Again the main issue is to avoid getting stuck PGs at the OSD level.

 

When I get up the nerve to upgrade my 3rd SAN node's NVMe & SSD, I will set my backfill parameter to VERY SLOW before beginning the upgrade.

If the stuck inactive PGs recur, can we agree it's not a hardware performance issue?  If it doesn't recur, I'll concede that it is...

If you're right, I just wonder how I ever managed to get 400+ MB/s writes, as I saw on the last 2 upgrades after the iSCSI disk and pools were lost and I up'd backfil from MEDUIM to FAST......

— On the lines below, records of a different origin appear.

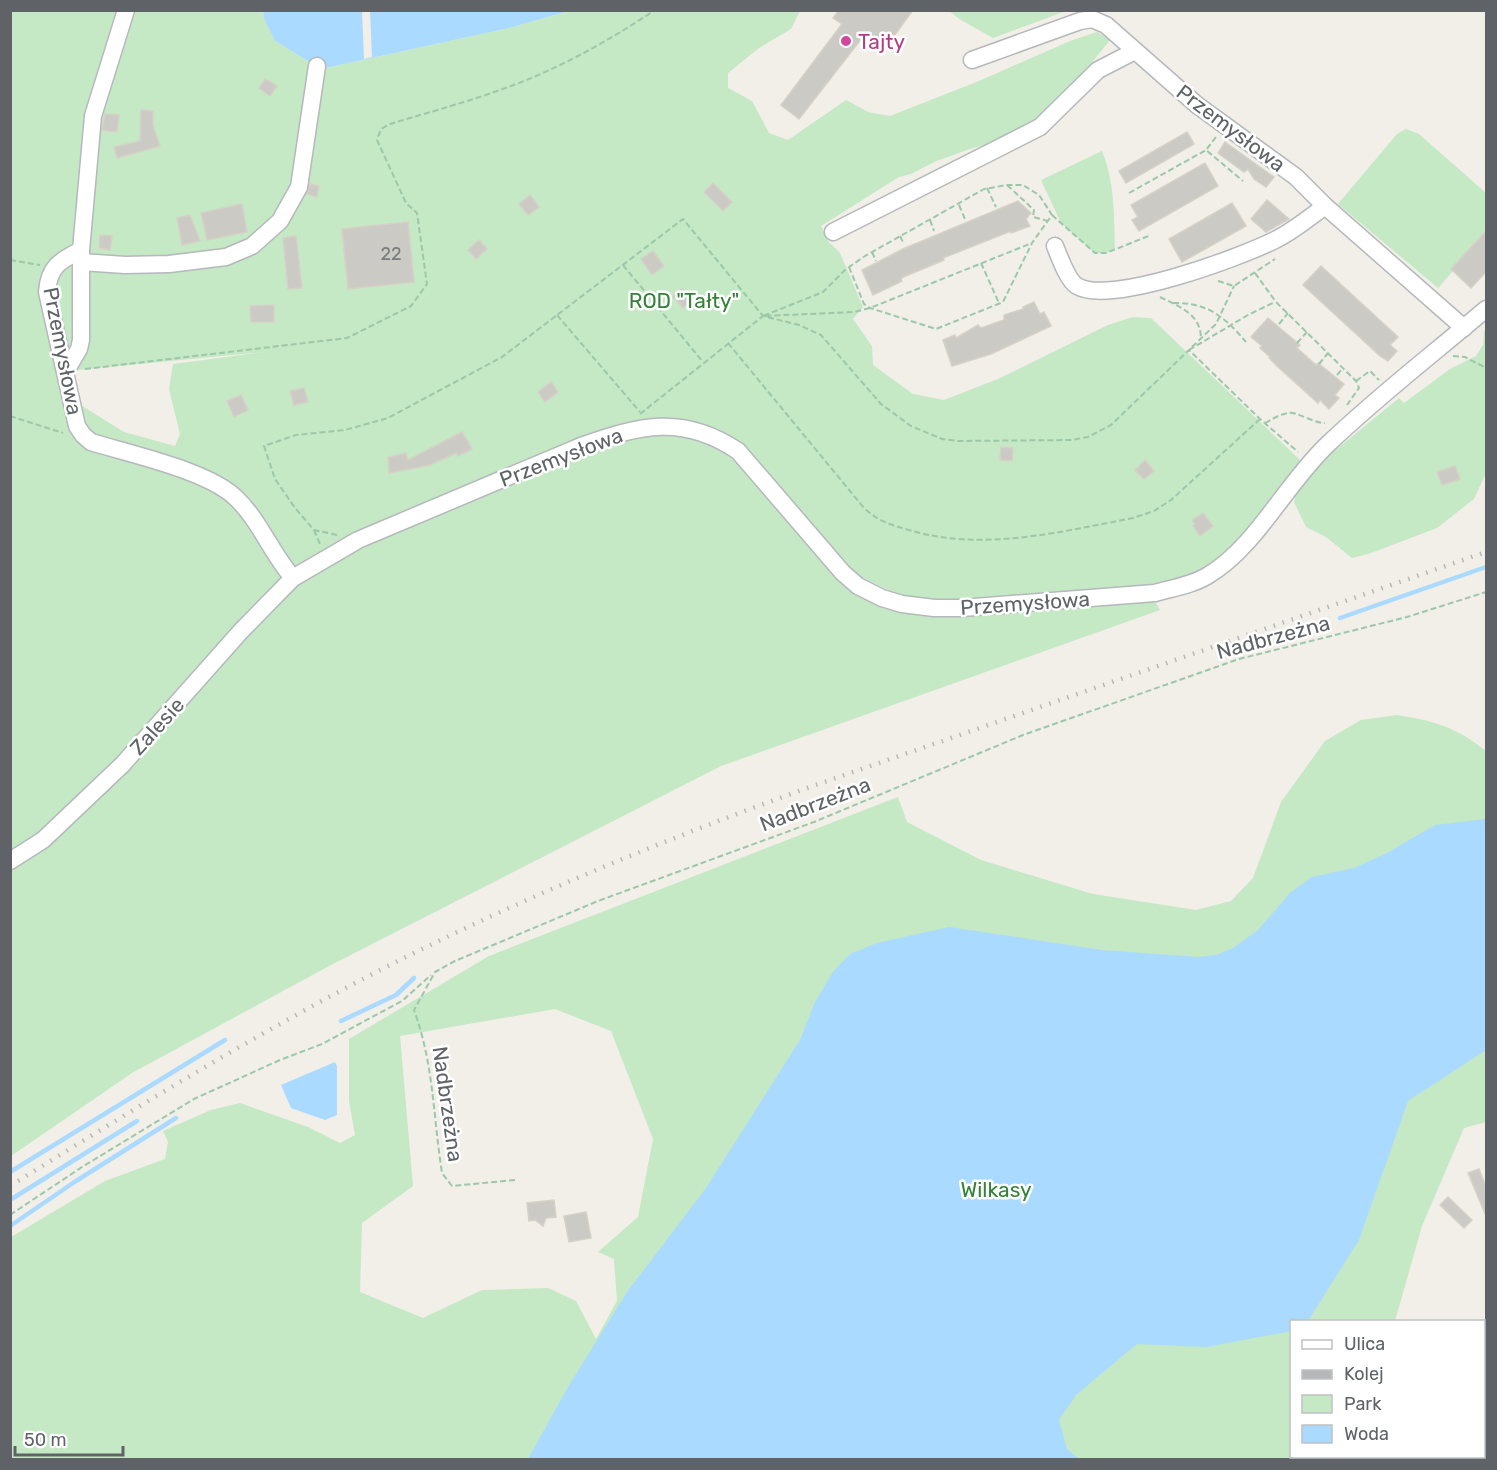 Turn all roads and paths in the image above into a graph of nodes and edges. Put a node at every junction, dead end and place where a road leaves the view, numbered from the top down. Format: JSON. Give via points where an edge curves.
{"nodes":[{"id":1,"x":126,"y":10,"type":"edge"},
{"id":2,"x":655,"y":10,"type":"edge"},
{"id":3,"x":1135,"y":51,"type":"junction"},
{"id":4,"x":972,"y":60,"type":"dead end"},
{"id":5,"x":317,"y":66,"type":"dead end"},
{"id":6,"x":1226,"y":126,"type":"junction"},
{"id":7,"x":1206,"y":150,"type":"junction"},
{"id":8,"x":1243,"y":181,"type":"dead end"},
{"id":9,"x":1007,"y":185,"type":"junction"},
{"id":10,"x":987,"y":188,"type":"junction"},
{"id":11,"x":1129,"y":193,"type":"dead end"},
{"id":12,"x":958,"y":204,"type":"junction"},
{"id":13,"x":1325,"y":206,"type":"junction"},
{"id":14,"x":996,"y":207,"type":"dead end"},
{"id":15,"x":1052,"y":215,"type":"junction"},
{"id":16,"x":1028,"y":216,"type":"dead end"},
{"id":17,"x":1033,"y":217,"type":"junction"},
{"id":18,"x":965,"y":219,"type":"dead end"},
{"id":19,"x":930,"y":220,"type":"junction"},
{"id":20,"x":1048,"y":221,"type":"junction"},
{"id":21,"x":934,"y":231,"type":"dead end"},
{"id":22,"x":833,"y":232,"type":"dead end"},
{"id":23,"x":1151,"y":235,"type":"dead end"},
{"id":24,"x":900,"y":236,"type":"junction"},
{"id":25,"x":1032,"y":243,"type":"junction"},
{"id":26,"x":904,"y":244,"type":"dead end"},
{"id":27,"x":1055,"y":246,"type":"dead end"},
{"id":28,"x":872,"y":252,"type":"junction"},
{"id":29,"x":81,"y":256,"type":"junction"},
{"id":30,"x":10,"y":260,"type":"edge"},
{"id":31,"x":876,"y":261,"type":"dead end"},
{"id":32,"x":981,"y":263,"type":"junction"},
{"id":33,"x":623,"y":265,"type":"junction"},
{"id":34,"x":54,"y":267,"type":"junction"},
{"id":35,"x":849,"y":267,"type":"junction"},
{"id":36,"x":1255,"y":273,"type":"dead end"},
{"id":37,"x":1234,"y":286,"type":"dead end"},
{"id":38,"x":1154,"y":294,"type":"dead end"},
{"id":39,"x":1276,"y":302,"type":"junction"},
{"id":40,"x":999,"y":303,"type":"junction"},
{"id":41,"x":1173,"y":303,"type":"junction"},
{"id":42,"x":870,"y":308,"type":"junction"},
{"id":43,"x":1486,"y":309,"type":"edge"},
{"id":44,"x":1288,"y":314,"type":"junction"},
{"id":45,"x":557,"y":315,"type":"junction"},
{"id":46,"x":1220,"y":315,"type":"junction"},
{"id":47,"x":764,"y":316,"type":"junction"},
{"id":48,"x":1279,"y":324,"type":"dead end"},
{"id":49,"x":1231,"y":325,"type":"junction"},
{"id":50,"x":1464,"y":328,"type":"junction"},
{"id":51,"x":1307,"y":332,"type":"junction"},
{"id":52,"x":1201,"y":339,"type":"junction"},
{"id":53,"x":1246,"y":342,"type":"dead end"},
{"id":54,"x":728,"y":343,"type":"junction"},
{"id":55,"x":1297,"y":343,"type":"dead end"},
{"id":56,"x":1189,"y":350,"type":"junction"},
{"id":57,"x":1328,"y":353,"type":"junction"},
{"id":58,"x":703,"y":363,"type":"junction"},
{"id":59,"x":1319,"y":364,"type":"dead end"},
{"id":60,"x":1343,"y":368,"type":"junction"},
{"id":61,"x":66,"y":371,"type":"junction"},
{"id":62,"x":1370,"y":371,"type":"dead end"},
{"id":63,"x":1337,"y":375,"type":"dead end"},
{"id":64,"x":1356,"y":381,"type":"junction"},
{"id":65,"x":1346,"y":405,"type":"dead end"},
{"id":66,"x":10,"y":416,"type":"edge"},
{"id":67,"x":1260,"y":419,"type":"junction"},
{"id":68,"x":640,"y":420,"type":"junction"},
{"id":69,"x":1265,"y":423,"type":"junction"},
{"id":70,"x":1329,"y":424,"type":"dead end"},
{"id":71,"x":91,"y":442,"type":"junction"},
{"id":72,"x":1310,"y":461,"type":"junction"},
{"id":73,"x":358,"y":540,"type":"junction"},
{"id":74,"x":293,"y":578,"type":"junction"},
{"id":75,"x":1486,"y":592,"type":"edge"},
{"id":76,"x":10,"y":861,"type":"edge"},
{"id":77,"x":435,"y":972,"type":"junction"},
{"id":78,"x":515,"y":1180,"type":"dead end"},
{"id":79,"x":10,"y":1215,"type":"edge"}],
"edges":[{"from":1,"to":29,"type":"street","via":[[93,116]]},
{"from":2,"to":61,"type":"path","via":[[570,60],[501,90],[381,129],[377,140],[406,202],[417,213],[427,284],[411,306],[347,338]]},
{"from":3,"to":4,"type":"street","name":"Przemysłowa","via":[[1092,19]]},
{"from":3,"to":6,"type":"street","name":"Przemysłowa"},
{"from":3,"to":22,"type":"street","via":[[1098,70],[1040,127]]},
{"from":5,"to":29,"type":"street","via":[[299,187],[280,221],[252,246],[226,257],[169,264],[126,265]]},
{"from":6,"to":7,"type":"path"},
{"from":6,"to":13,"type":"street","name":"Przemysłowa","via":[[1296,177]]},
{"from":7,"to":8,"type":"path"},
{"from":7,"to":11,"type":"path"},
{"from":9,"to":10,"type":"path"},
{"from":9,"to":15,"type":"path","via":[[1023,185],[1039,195]]},
{"from":9,"to":17,"type":"path","via":[[1034,210]]},
{"from":10,"to":12,"type":"path"},
{"from":10,"to":14,"type":"path"},
{"from":12,"to":18,"type":"path"},
{"from":12,"to":19,"type":"path"},
{"from":13,"to":27,"type":"street","via":[[1276,239],[1199,270],[1129,288],[1078,288]]},
{"from":13,"to":50,"type":"street","name":"Przemysłowa"},
{"from":15,"to":20,"type":"path"},
{"from":15,"to":23,"type":"path","via":[[1095,253],[1106,253]]},
{"from":16,"to":17,"type":"path"},
{"from":17,"to":20,"type":"path"},
{"from":19,"to":21,"type":"path"},
{"from":19,"to":24,"type":"path"},
{"from":20,"to":25,"type":"path"},
{"from":24,"to":26,"type":"path"},
{"from":24,"to":28,"type":"path"},
{"from":25,"to":32,"type":"path"},
{"from":25,"to":40,"type":"path","via":[[1003,302]]},
{"from":28,"to":31,"type":"path"},
{"from":28,"to":35,"type":"path"},
{"from":29,"to":34,"type":"street","name":"Przemysłowa"},
{"from":29,"to":61,"type":"street","via":[[81,340]]},
{"from":30,"to":34,"type":"path"},
{"from":32,"to":40,"type":"path"},
{"from":32,"to":42,"type":"path"},
{"from":33,"to":45,"type":"path"},
{"from":33,"to":47,"type":"path","via":[[682,219]]},
{"from":33,"to":58,"type":"path"},
{"from":34,"to":61,"type":"street","name":"Przemysłowa","via":[[48,292]]},
{"from":35,"to":42,"type":"path","via":[[864,304]]},
{"from":35,"to":47,"type":"path","via":[[823,292]]},
{"from":36,"to":39,"type":"path"},
{"from":37,"to":46,"type":"path"},
{"from":38,"to":41,"type":"path"},
{"from":39,"to":44,"type":"path"},
{"from":39,"to":49,"type":"path"},
{"from":40,"to":42,"type":"path","via":[[936,329]]},
{"from":41,"to":46,"type":"path","via":[[1195,305]]},
{"from":41,"to":52,"type":"path","via":[[1196,318]]},
{"from":42,"to":47,"type":"path"},
{"from":43,"to":50,"type":"street","name":"Przemysłowa"},
{"from":44,"to":48,"type":"path"},
{"from":44,"to":51,"type":"path"},
{"from":45,"to":68,"type":"path"},
{"from":45,"to":73,"type":"path","via":[[502,357],[388,418],[345,430],[296,435],[264,446],[275,479],[314,530]]},
{"from":46,"to":49,"type":"path"},
{"from":46,"to":52,"type":"path"},
{"from":47,"to":54,"type":"path"},
{"from":47,"to":56,"type":"path","via":[[821,335],[894,415],[929,435],[958,441],[1088,437],[1111,425]]},
{"from":49,"to":53,"type":"path"},
{"from":49,"to":56,"type":"path"},
{"from":50,"to":72,"type":"street","name":"Przemysłowa","via":[[1369,406]]},
{"from":51,"to":55,"type":"path"},
{"from":51,"to":57,"type":"path"},
{"from":52,"to":56,"type":"path"},
{"from":54,"to":58,"type":"path"},
{"from":54,"to":67,"type":"path","via":[[864,508],[881,522],[932,537],[996,540],[1132,519],[1154,511],[1186,488]]},
{"from":56,"to":67,"type":"path"},
{"from":57,"to":59,"type":"path"},
{"from":57,"to":60,"type":"path"},
{"from":58,"to":68,"type":"path"},
{"from":60,"to":63,"type":"path"},
{"from":60,"to":64,"type":"path"},
{"from":61,"to":71,"type":"street","name":"Przemysłowa","via":[[77,426]]},
{"from":62,"to":64,"type":"path"},
{"from":64,"to":65,"type":"path","via":[[1359,388]]},
{"from":66,"to":71,"type":"path"},
{"from":67,"to":69,"type":"path"},
{"from":68,"to":72,"type":"street","name":"Przemysłowa","via":[[722,440],[738,451],[858,586],[902,604],[934,608],[1155,593],[1187,585],[1213,572],[1247,543]]},
{"from":68,"to":73,"type":"street","name":"Przemysłowa","via":[[616,434]]},
{"from":69,"to":70,"type":"path","via":[[1287,413]]},
{"from":69,"to":72,"type":"path"},
{"from":71,"to":74,"type":"street","name":"Przemysłowa","via":[[201,476],[229,492],[245,507]]},
{"from":73,"to":74,"type":"street","name":"Przemysłowa"},
{"from":74,"to":76,"type":"street","name":"Zalesie","via":[[122,765],[44,840]]},
{"from":75,"to":77,"type":"path","name":"Nadbrzeżna","via":[[1407,617],[1239,659],[1023,735],[814,822],[598,901]]},
{"from":77,"to":78,"type":"path","name":"Nadbrzeżna","via":[[414,1010],[431,1072],[442,1173],[452,1186]]},
{"from":77,"to":79,"type":"path","via":[[402,1001],[322,1044],[194,1099]]}]}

I'll update this thread as soon as I have more information.

Thanks,

Jim  Graczyk

Just an update -  Performed journal replacements on the 3rd of 4 nodes.  In the process I also replaced the Dell M330 HBA in this server (Dell R730XD) with a PERC H730P.  I has able to retain the OSDs not affected by the journal replacements (one journal was left unchanged), by putting the PERC in RAID mode and setting the HDDs as Non-RAID disks.

As I said above, I set my SAN Cluster Backfill value to it's lowest (Very Slow) and when I added my first OSD back to the cluster, I didn't lose any Active PGs.  So it WAS a matter of how fast the system was rebuilding that caused the loss of PGs in the previous 2 attempts.  Once I added back all OSDs affected by the journal replacements, I increased Backfill to Med, as it had been.  The rebuild is SLOW and will take more than 2 days, but the disk utilization on the changed server is ~100-120 MB/s writes (20-25% disk utilization) and only 30-40 MB/s reads from the other 3 nodes (about 40% disk utilization).  The difference in % utilization could easily be due to the changed server have a caching disk controller, with the other 3 do not (yet).

So my takeaway here is the INITIAL Backfill speed being low is a good thing.  It stops a lot of work during whatever outage you  from occurring, only to be undone as soon as the node comes back online.  The real question is the Backfill setting once all nodes are back.  Medium Backfill leaves plenty of I/O for the SAN users, but it does leave my data out of redundancy for more than a day.  Since Fast Backfill resulted in shorter rebuild times (like about 25% of what I'm seeing now), once I have PERC controllers in all nodes, this may be an option the SAN Cluster can manage after all OSDs are alive and well.

Thanks,

Jim

Thanks for the update.

curious, why didnt you use ceph and bluestor to down your journals and then swap them live? This would be the same as a journal drive failure and it would quickly resolve once the new drive is pinned as a journal drive?